◆ Directions: Every record is to be returned as written, with no omissions.

──────── The data ────────

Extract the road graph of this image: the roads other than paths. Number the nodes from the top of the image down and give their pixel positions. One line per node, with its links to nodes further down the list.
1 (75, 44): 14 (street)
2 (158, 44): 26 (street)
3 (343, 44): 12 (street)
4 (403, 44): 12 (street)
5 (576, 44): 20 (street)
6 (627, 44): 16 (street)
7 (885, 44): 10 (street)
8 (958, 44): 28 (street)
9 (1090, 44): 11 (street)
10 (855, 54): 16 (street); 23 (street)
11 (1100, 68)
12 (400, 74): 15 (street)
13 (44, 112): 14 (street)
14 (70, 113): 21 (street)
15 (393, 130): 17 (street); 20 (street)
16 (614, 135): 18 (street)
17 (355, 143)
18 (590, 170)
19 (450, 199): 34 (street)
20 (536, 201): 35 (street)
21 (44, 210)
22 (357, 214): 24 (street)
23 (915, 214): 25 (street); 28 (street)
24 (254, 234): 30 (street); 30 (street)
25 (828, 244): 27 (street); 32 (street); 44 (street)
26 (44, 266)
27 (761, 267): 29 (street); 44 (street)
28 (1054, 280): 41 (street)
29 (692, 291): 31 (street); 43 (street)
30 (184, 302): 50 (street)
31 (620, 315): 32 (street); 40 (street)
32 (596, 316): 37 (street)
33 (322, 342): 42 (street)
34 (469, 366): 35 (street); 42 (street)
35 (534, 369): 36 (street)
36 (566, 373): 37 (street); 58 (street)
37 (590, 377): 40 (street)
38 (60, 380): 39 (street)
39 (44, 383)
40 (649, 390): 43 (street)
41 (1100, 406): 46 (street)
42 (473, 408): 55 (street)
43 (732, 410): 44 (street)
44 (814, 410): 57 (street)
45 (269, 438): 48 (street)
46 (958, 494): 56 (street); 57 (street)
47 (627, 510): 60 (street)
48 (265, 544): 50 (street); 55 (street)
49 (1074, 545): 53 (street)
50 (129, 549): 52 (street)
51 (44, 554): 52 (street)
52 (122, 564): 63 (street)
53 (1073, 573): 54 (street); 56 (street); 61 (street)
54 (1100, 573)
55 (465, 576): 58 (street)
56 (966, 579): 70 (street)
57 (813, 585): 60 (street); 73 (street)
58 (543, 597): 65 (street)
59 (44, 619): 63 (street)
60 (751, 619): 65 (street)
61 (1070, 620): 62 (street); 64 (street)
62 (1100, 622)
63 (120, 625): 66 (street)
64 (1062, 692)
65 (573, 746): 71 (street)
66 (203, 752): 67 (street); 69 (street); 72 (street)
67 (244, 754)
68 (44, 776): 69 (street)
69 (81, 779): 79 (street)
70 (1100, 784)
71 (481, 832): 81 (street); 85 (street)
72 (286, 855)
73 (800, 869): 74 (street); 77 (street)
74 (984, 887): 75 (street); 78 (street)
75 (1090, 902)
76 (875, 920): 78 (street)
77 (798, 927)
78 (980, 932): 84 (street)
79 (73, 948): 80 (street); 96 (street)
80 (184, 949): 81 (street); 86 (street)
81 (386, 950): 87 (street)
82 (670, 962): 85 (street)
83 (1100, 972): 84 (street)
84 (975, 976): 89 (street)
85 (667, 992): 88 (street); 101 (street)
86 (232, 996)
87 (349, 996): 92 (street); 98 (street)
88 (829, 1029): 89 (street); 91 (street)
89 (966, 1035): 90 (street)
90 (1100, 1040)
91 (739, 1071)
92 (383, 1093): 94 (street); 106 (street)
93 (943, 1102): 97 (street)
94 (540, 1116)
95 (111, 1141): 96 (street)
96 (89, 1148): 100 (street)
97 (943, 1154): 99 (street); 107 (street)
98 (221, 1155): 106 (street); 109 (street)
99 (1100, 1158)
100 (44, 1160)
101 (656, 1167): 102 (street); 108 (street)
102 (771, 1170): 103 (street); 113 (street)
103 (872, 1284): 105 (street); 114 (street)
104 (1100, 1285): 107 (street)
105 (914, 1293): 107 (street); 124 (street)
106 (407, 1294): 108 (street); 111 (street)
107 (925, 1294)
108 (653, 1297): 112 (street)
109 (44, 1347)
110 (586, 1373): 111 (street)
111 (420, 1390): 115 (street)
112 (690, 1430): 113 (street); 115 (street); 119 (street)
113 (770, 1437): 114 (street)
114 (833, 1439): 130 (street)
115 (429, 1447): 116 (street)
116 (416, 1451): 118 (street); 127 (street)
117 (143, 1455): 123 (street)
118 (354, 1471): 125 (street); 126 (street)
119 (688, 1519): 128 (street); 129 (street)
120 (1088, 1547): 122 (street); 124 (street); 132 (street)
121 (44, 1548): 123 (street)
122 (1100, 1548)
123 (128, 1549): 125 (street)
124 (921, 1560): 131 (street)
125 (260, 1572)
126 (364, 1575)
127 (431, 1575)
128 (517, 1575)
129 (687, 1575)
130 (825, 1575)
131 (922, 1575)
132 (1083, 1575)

────────

◆ Written solution:
Extract the road graph of this image: the roads other than paths. Number the nodes from the top of the image down and give their pixel positions. One line per node, with its links to nodes further down the list.
1 (75, 44): 14 (street)
2 (158, 44): 26 (street)
3 (343, 44): 12 (street)
4 (403, 44): 12 (street)
5 (576, 44): 20 (street)
6 (627, 44): 16 (street)
7 (885, 44): 10 (street)
8 (958, 44): 28 (street)
9 (1090, 44): 11 (street)
10 (855, 54): 16 (street); 23 (street)
11 (1100, 68)
12 (400, 74): 15 (street)
13 (44, 112): 14 (street)
14 (70, 113): 21 (street)
15 (393, 130): 17 (street); 20 (street)
16 (614, 135): 18 (street)
17 (355, 143)
18 (590, 170)
19 (450, 199): 34 (street)
20 (536, 201): 35 (street)
21 (44, 210)
22 (357, 214): 24 (street)
23 (915, 214): 25 (street); 28 (street)
24 (254, 234): 30 (street); 30 (street)
25 (828, 244): 27 (street); 32 (street); 44 (street)
26 (44, 266)
27 (761, 267): 29 (street); 44 (street)
28 (1054, 280): 41 (street)
29 (692, 291): 31 (street); 43 (street)
30 (184, 302): 50 (street)
31 (620, 315): 32 (street); 40 (street)
32 (596, 316): 37 (street)
33 (322, 342): 42 (street)
34 (469, 366): 35 (street); 42 (street)
35 (534, 369): 36 (street)
36 (566, 373): 37 (street); 58 (street)
37 (590, 377): 40 (street)
38 (60, 380): 39 (street)
39 (44, 383)
40 (649, 390): 43 (street)
41 (1100, 406): 46 (street)
42 (473, 408): 55 (street)
43 (732, 410): 44 (street)
44 (814, 410): 57 (street)
45 (269, 438): 48 (street)
46 (958, 494): 56 (street); 57 (street)
47 (627, 510): 60 (street)
48 (265, 544): 50 (street); 55 (street)
49 (1074, 545): 53 (street)
50 (129, 549): 52 (street)
51 (44, 554): 52 (street)
52 (122, 564): 63 (street)
53 (1073, 573): 54 (street); 56 (street); 61 (street)
54 (1100, 573)
55 (465, 576): 58 (street)
56 (966, 579): 70 (street)
57 (813, 585): 60 (street); 73 (street)
58 (543, 597): 65 (street)
59 (44, 619): 63 (street)
60 (751, 619): 65 (street)
61 (1070, 620): 62 (street); 64 (street)
62 (1100, 622)
63 (120, 625): 66 (street)
64 (1062, 692)
65 (573, 746): 71 (street)
66 (203, 752): 67 (street); 69 (street); 72 (street)
67 (244, 754)
68 (44, 776): 69 (street)
69 (81, 779): 79 (street)
70 (1100, 784)
71 (481, 832): 81 (street); 85 (street)
72 (286, 855)
73 (800, 869): 74 (street); 77 (street)
74 (984, 887): 75 (street); 78 (street)
75 (1090, 902)
76 (875, 920): 78 (street)
77 (798, 927)
78 (980, 932): 84 (street)
79 (73, 948): 80 (street); 96 (street)
80 (184, 949): 81 (street); 86 (street)
81 (386, 950): 87 (street)
82 (670, 962): 85 (street)
83 (1100, 972): 84 (street)
84 (975, 976): 89 (street)
85 (667, 992): 88 (street); 101 (street)
86 (232, 996)
87 (349, 996): 92 (street); 98 (street)
88 (829, 1029): 89 (street); 91 (street)
89 (966, 1035): 90 (street)
90 (1100, 1040)
91 (739, 1071)
92 (383, 1093): 94 (street); 106 (street)
93 (943, 1102): 97 (street)
94 (540, 1116)
95 (111, 1141): 96 (street)
96 (89, 1148): 100 (street)
97 (943, 1154): 99 (street); 107 (street)
98 (221, 1155): 106 (street); 109 (street)
99 (1100, 1158)
100 (44, 1160)
101 (656, 1167): 102 (street); 108 (street)
102 (771, 1170): 103 (street); 113 (street)
103 (872, 1284): 105 (street); 114 (street)
104 (1100, 1285): 107 (street)
105 (914, 1293): 107 (street); 124 (street)
106 (407, 1294): 108 (street); 111 (street)
107 (925, 1294)
108 (653, 1297): 112 (street)
109 (44, 1347)
110 (586, 1373): 111 (street)
111 (420, 1390): 115 (street)
112 (690, 1430): 113 (street); 115 (street); 119 (street)
113 (770, 1437): 114 (street)
114 (833, 1439): 130 (street)
115 (429, 1447): 116 (street)
116 (416, 1451): 118 (street); 127 (street)
117 (143, 1455): 123 (street)
118 (354, 1471): 125 (street); 126 (street)
119 (688, 1519): 128 (street); 129 (street)
120 (1088, 1547): 122 (street); 124 (street); 132 (street)
121 (44, 1548): 123 (street)
122 (1100, 1548)
123 (128, 1549): 125 (street)
124 (921, 1560): 131 (street)
125 (260, 1572)
126 (364, 1575)
127 (431, 1575)
128 (517, 1575)
129 (687, 1575)
130 (825, 1575)
131 (922, 1575)
132 (1083, 1575)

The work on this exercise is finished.